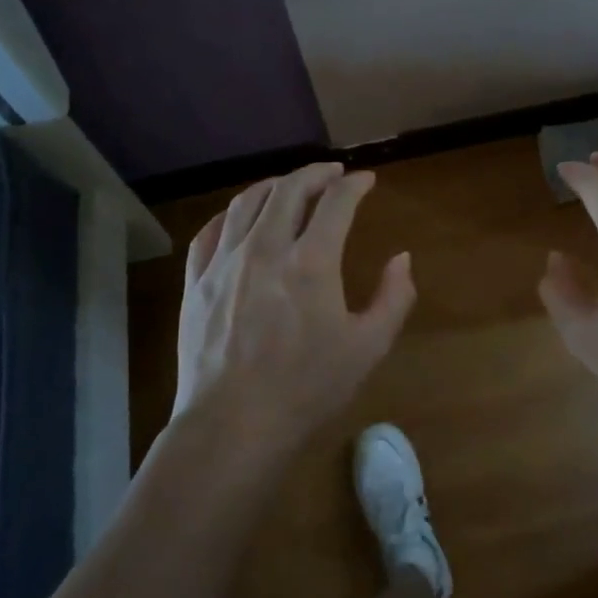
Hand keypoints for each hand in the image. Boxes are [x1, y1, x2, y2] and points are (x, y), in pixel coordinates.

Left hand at [175, 163, 414, 459]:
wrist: (233, 425)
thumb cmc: (307, 387)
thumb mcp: (369, 347)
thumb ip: (394, 297)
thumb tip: (402, 258)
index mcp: (311, 262)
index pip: (336, 202)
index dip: (355, 184)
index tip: (366, 180)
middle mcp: (265, 248)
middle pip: (288, 189)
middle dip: (315, 173)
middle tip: (332, 173)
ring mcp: (224, 263)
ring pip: (246, 202)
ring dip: (273, 186)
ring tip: (289, 186)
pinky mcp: (195, 282)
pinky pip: (209, 231)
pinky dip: (231, 214)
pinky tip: (240, 217)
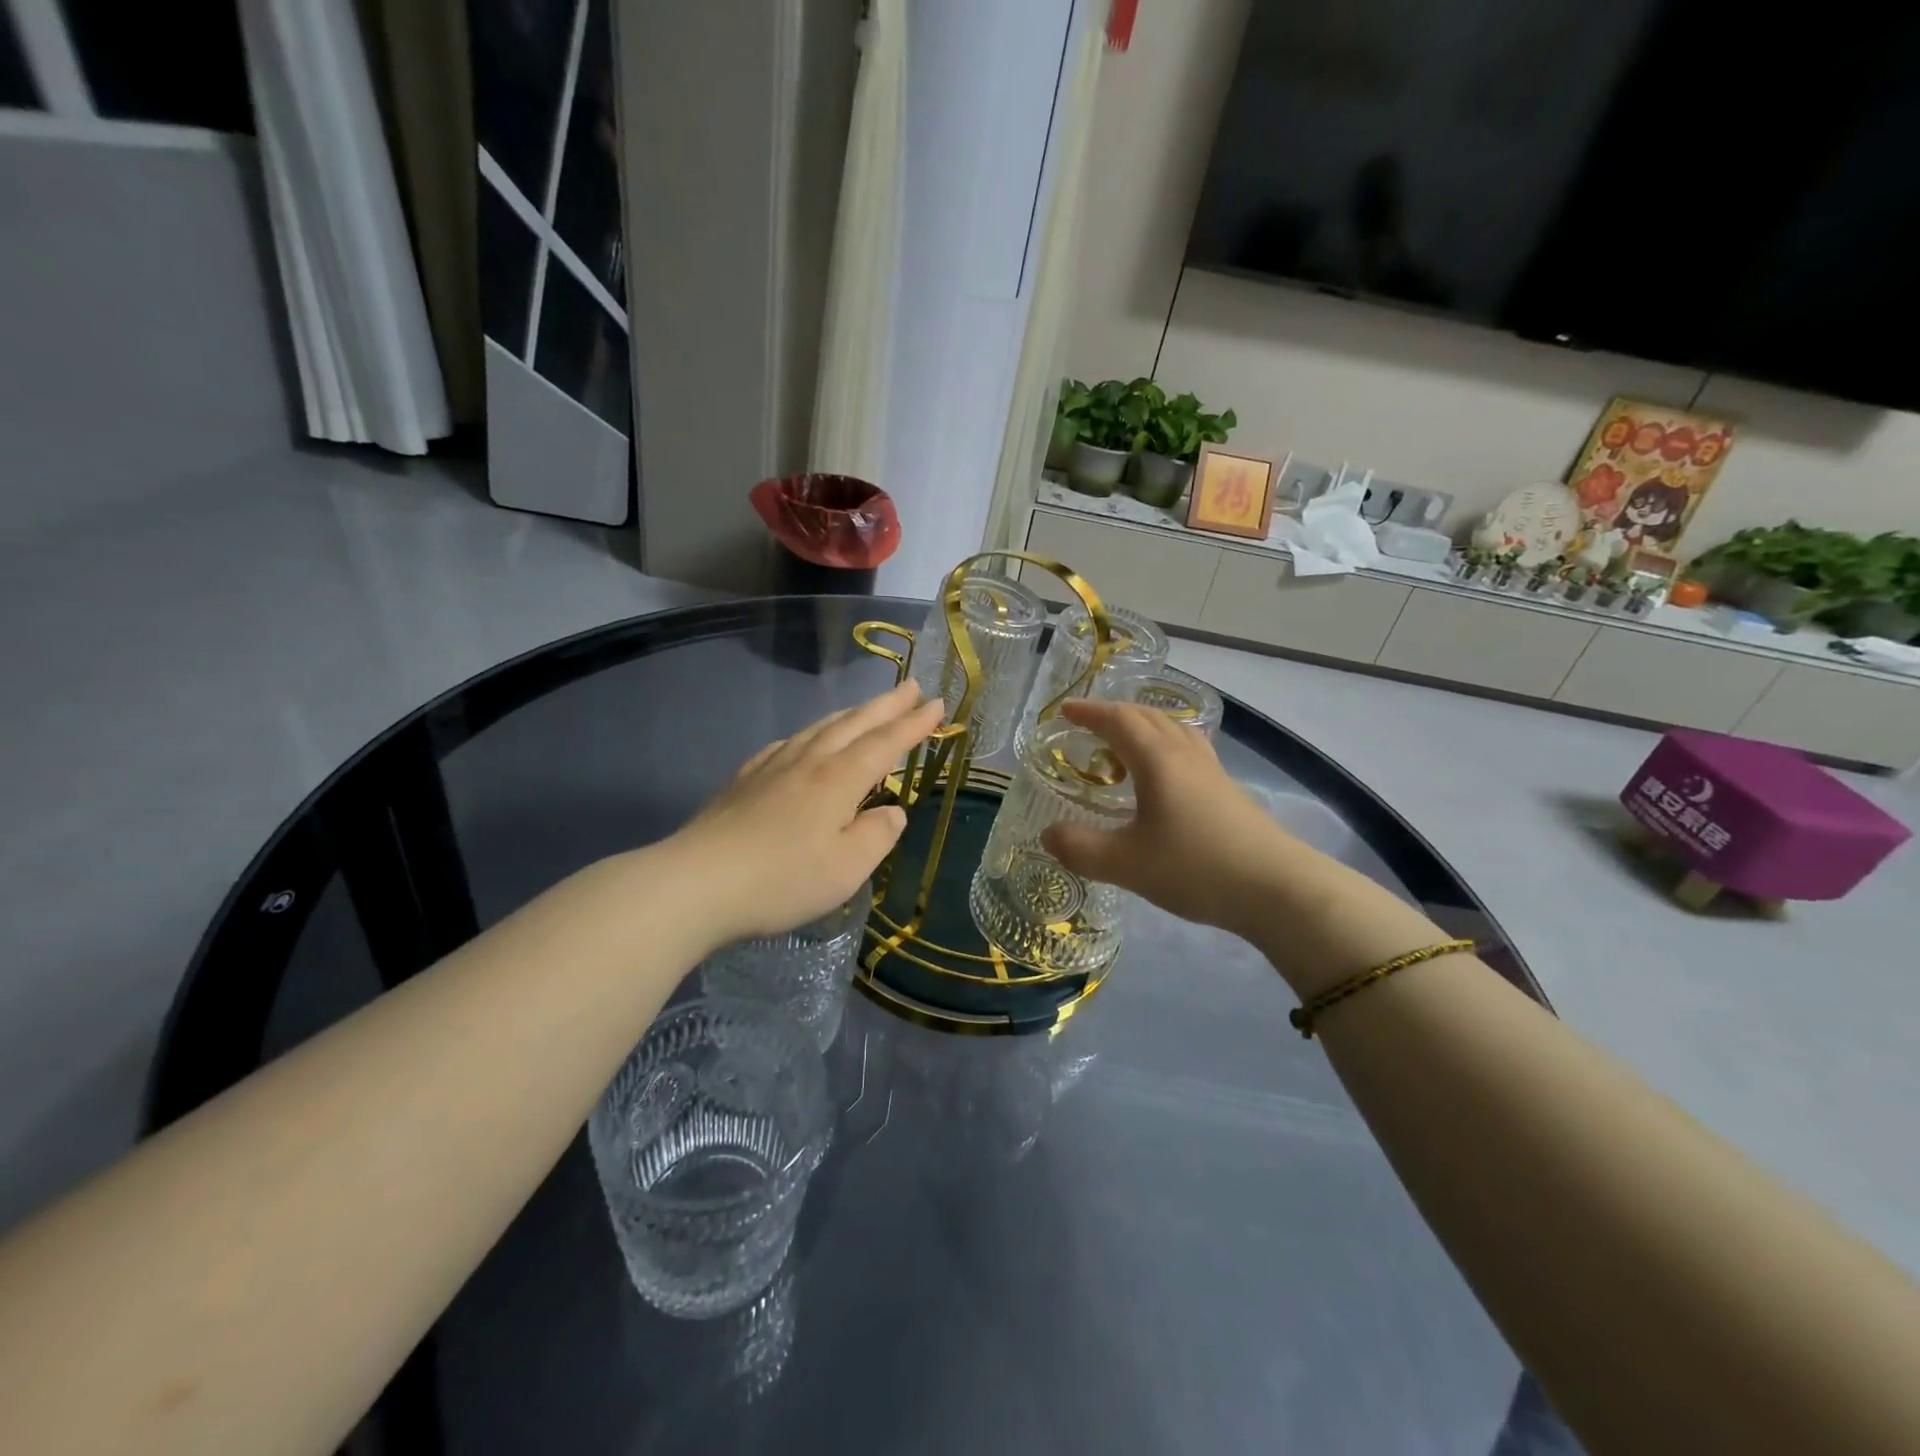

============================================================

**EXERCISE INSTRUCTIONS:** Go through the entries and filter for lines holding the word "pinky"; copy each match.

**TASK ANSWER:**
pinky mcp: (195, 282)
pinky pip: (209, 231)
pinky dip: (231, 214)
pinky tip: (240, 217)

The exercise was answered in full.